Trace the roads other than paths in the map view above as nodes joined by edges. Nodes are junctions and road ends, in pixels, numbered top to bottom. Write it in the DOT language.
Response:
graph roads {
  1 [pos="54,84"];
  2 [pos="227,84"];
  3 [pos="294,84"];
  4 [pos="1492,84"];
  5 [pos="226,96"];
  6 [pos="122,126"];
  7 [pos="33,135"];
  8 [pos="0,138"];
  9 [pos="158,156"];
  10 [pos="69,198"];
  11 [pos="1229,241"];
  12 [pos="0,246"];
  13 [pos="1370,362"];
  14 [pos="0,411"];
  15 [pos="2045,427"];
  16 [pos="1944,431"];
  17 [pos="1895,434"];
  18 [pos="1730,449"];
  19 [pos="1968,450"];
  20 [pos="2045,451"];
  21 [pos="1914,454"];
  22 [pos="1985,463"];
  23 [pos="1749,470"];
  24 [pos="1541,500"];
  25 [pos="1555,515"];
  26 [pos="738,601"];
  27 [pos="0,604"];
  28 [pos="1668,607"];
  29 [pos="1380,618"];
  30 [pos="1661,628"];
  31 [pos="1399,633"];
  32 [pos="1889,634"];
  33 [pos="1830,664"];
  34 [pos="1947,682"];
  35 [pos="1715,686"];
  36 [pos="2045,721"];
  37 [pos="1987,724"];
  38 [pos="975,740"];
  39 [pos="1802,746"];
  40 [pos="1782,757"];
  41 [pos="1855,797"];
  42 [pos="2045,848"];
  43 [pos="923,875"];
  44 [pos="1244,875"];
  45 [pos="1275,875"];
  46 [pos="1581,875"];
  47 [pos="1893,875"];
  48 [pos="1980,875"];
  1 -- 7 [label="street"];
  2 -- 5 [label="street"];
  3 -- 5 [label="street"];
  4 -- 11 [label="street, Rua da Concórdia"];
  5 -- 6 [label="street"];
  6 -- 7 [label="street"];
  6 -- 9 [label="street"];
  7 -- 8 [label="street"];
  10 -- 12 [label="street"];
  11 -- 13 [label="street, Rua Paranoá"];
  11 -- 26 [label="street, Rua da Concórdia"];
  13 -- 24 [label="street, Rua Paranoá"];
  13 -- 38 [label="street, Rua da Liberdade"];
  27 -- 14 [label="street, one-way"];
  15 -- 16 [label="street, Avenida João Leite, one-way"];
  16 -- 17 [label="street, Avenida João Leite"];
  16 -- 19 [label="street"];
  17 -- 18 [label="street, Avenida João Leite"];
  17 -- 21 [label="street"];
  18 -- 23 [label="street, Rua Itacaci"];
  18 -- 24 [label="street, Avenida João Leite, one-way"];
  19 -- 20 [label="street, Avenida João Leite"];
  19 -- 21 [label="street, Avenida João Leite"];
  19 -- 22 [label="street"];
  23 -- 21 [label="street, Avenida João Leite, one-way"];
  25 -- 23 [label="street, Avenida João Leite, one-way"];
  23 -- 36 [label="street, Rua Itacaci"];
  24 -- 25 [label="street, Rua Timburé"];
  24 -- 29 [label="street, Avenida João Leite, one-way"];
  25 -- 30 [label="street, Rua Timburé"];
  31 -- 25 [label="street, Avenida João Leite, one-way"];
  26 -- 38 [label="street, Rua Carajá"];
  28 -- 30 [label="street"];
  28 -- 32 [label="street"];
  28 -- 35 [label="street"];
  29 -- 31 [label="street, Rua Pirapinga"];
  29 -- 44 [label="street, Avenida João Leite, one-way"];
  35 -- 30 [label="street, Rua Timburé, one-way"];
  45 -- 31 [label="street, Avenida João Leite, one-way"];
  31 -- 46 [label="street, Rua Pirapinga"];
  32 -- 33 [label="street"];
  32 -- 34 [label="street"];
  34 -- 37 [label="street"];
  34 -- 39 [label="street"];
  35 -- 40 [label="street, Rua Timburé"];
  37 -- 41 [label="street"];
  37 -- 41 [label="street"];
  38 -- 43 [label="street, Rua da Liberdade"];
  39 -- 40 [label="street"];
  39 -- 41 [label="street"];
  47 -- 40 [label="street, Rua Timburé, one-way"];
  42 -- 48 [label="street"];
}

------------

[WHAT YOU SHOULD DO]: Copy every line of the listing where the word "Itacaci" appears.

[OUTPUT FOR THIS TASK]:
  18 -- 23 [label="street, Rua Itacaci"];
  23 -- 36 [label="street, Rua Itacaci"];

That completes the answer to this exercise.